中央の長い身廊を司教を先頭に、エルサと姉のマントのすそを持ったアナが続く。
3名のみの、ささやかな行進だ。
おさげ髪を頭の上にまとめ、 肩までむきだしのドレスを纏って惜しげもなく若さをさらしているアナとは対照的に、
手袋と同色のエメラルドグリーンのドレスに全身を包んだエルサは近寄りがたい風格を放ち、立て襟のついた紫のマントがその高貴さをいっそう際立たせていた。
祭壇につくと、司教がエルサと向かい合わせに立った。
そこへ、きちんと髪を結い身なりを整えたヴィルが、サテンのクッションを高々に持って祭壇に上がった。
王冠、王笏、宝珠の宝物一式がクッションに鎮座し、王冠と王笏の先端には、王家の紋章であるクロッカスの意匠があしらわれていた。

アナは背中越しに会衆席の方に目をやり、ハンス王子の姿を探した。
満席だったが、前列の席についた上背のハンサムな王子はすぐに見つけられた。
王子がアナに目立たないように小さく手を振る。
気の毒にも、隣席の男が船を漕ぎだし、ハンスの肩に頭を預けてきた。
アナはクスッと笑いをもらしながら小さく手を振り返すと、すぐにまじめくさった顔に戻って式に集中した。

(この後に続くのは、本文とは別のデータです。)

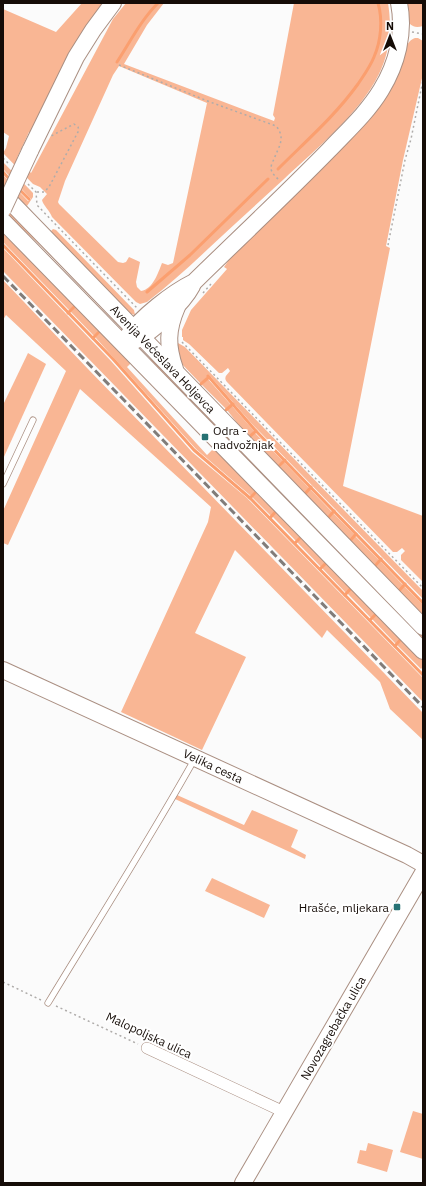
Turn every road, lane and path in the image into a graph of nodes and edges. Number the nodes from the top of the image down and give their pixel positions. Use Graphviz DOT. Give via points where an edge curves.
graph roads {
  1 [pos="113,3"];
  2 [pos="399,3"];
  3 [pos="119,65"];
  4 [pos="423,80"];
  5 [pos="50,137"];
  6 [pos="3,158"];
  7 [pos="10,166"];
  8 [pos="26,182"];
  9 [pos="288,190"];
  10 [pos="36,192"];
  11 [pos="3,194"];
  12 [pos="3,208"];
  13 [pos="3,221"];
  14 [pos="388,245"];
  15 [pos="194,282"];
  16 [pos="178,305"];
  17 [pos="146,317"];
  18 [pos="138,333"];
  19 [pos="169,335"];
  20 [pos="123,343"];
  21 [pos="176,373"];
  22 [pos="33,420"];
  23 [pos="3,484"];
  24 [pos="423,588"];
  25 [pos="423,627"];
  26 [pos="423,651"];
  27 [pos="3,670"];
  28 [pos="195,758"];
  29 [pos="423,864"];
  30 [pos="423,873"];
  31 [pos="3,982"];
  32 [pos="48,1003"];
  33 [pos="147,1048"];
  34 [pos="284,1112"];
  35 [pos="243,1183"];
  1 -- 12 [label="main road, bridge" via="76,57"];
  2 -- 9 [label="main road" via="400,44 381,90 368,108"];
  3 -- 9 [label="path" via="276,126 282,137 271,168 272,173"];
  4 -- 14 [label="path"];
  5 -- 10 [label="path" via="74,124 79,130 48,187 44,192"];
  6 -- 7 [label="path"];
  8 -- 10 [label="path"];
  9 -- 15 [label="main road"];
  10 -- 17 [label="path" via="37,205"];
  11 -- 18 [label="main road, Avenija Većeslava Holjevca"];
  13 -- 20 [label="main road, Avenija Većeslava Holjevca"];
  15 -- 16 [label="main road"];
  15 -- 17 [label="main road" via="171,296"];
  16 -- 18 [label="main road" via="155,327"];
  16 -- 19 [label="main road"];
  17 -- 18 [label="main road"];
  18 -- 20 [label="main road"];
  18 -- 21 [label="main road, Avenija Većeslava Holjevca"];
  19 -- 21 [label="main road"];
  19 -- 24 [label="path" via="176,337 189,348"];
  20 -- 26 [label="main road, Avenija Većeslava Holjevca"];
  21 -- 25 [label="main road, Avenija Većeslava Holjevca"];
  22 -- 23 [label="lane"];
  27 -- 28 [label="main road, Velika cesta"];
  28 -- 29 [label="main road, Velika cesta"];
  28 -- 32 [label="lane"];
  30 -- 34 [label="main road, Novozagrebačka ulica"];
  31 -- 32 [label="path, Malopoljska ulica"];
  32 -- 33 [label="path, Malopoljska ulica"];
  33 -- 34 [label="street, Malopoljska ulica"];
  34 -- 35 [label="main road, Novozagrebačka ulica"];
}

円筒帽を目深に被ったヴィルが見守るなか、司教が掲げた王冠を、エルサが頭を差し出して頂く。
緊張からか、エルサがほとんど苦悩に近い表情を浮かべていることに、 正面で相対している司教が気づいた。
エルサの亡き父、アグナル前国王の戴冠式でも同じ王冠をその頭上に載せた司教は、新女王のか細い両肩にのしかかる重責を思い、密かに同情した。
だが、式は滞りなく進めねばならない。
司教は王笏と宝珠の載ったクッションをヴィルから受け取り、両手で掲げると、エルサに差し出した。
そろそろと手を伸ばすエルサの耳に、司教の咳払いが届く。

「女王陛下、手袋を」

エルサは一瞬ためらった後、手袋をはずして、サテンのクッションの端に載せた。
息を殺しながら震える手で宝珠と笏を取ると、青ざめた顔を会衆席のほうへ向ける。

「Sehn hon hell darr in-um hell-gum Ayg-num...」

参列者は全員起立し、司教が古ノルド語で朗々と唱える新女王即位の宣明を、厳粛な面持ちで聞き入った。
じれったいほど悠長な文言が続くなか、カタカタと震える王笏と宝珠が凍りつきはじめた。
ヴィルが息を詰める。
エルサは目を見開いて、動揺を表に出すまいと必死に努めた。

「――アレンデールの、エルサ女王です」

「アレンデールの、エルサ女王!」

司教の言葉に参列者全員が唱和する。
誰にも気づかれることなく――もっとも司教だけは、神聖なる王位の象徴を、まるで汚らわしい物でも扱うように性急に手放したエルサの振る舞いが解せない様子だったが――
エルサは霜のついた宝珠と王笏をクッションに戻した。
ついで手袋をとりあげて素早くはめ、参列者に安堵の笑みを向ける。
ヴィルの息がやっと戻ってきた。
聖堂内に、拍手と祝福の声が広がった。
アレンデール女王エルサは戴冠式をつつがなくやりおおせたことに、胸をなで下ろした。
新女王は晴れの舞台を演じきり、秘密は守られた。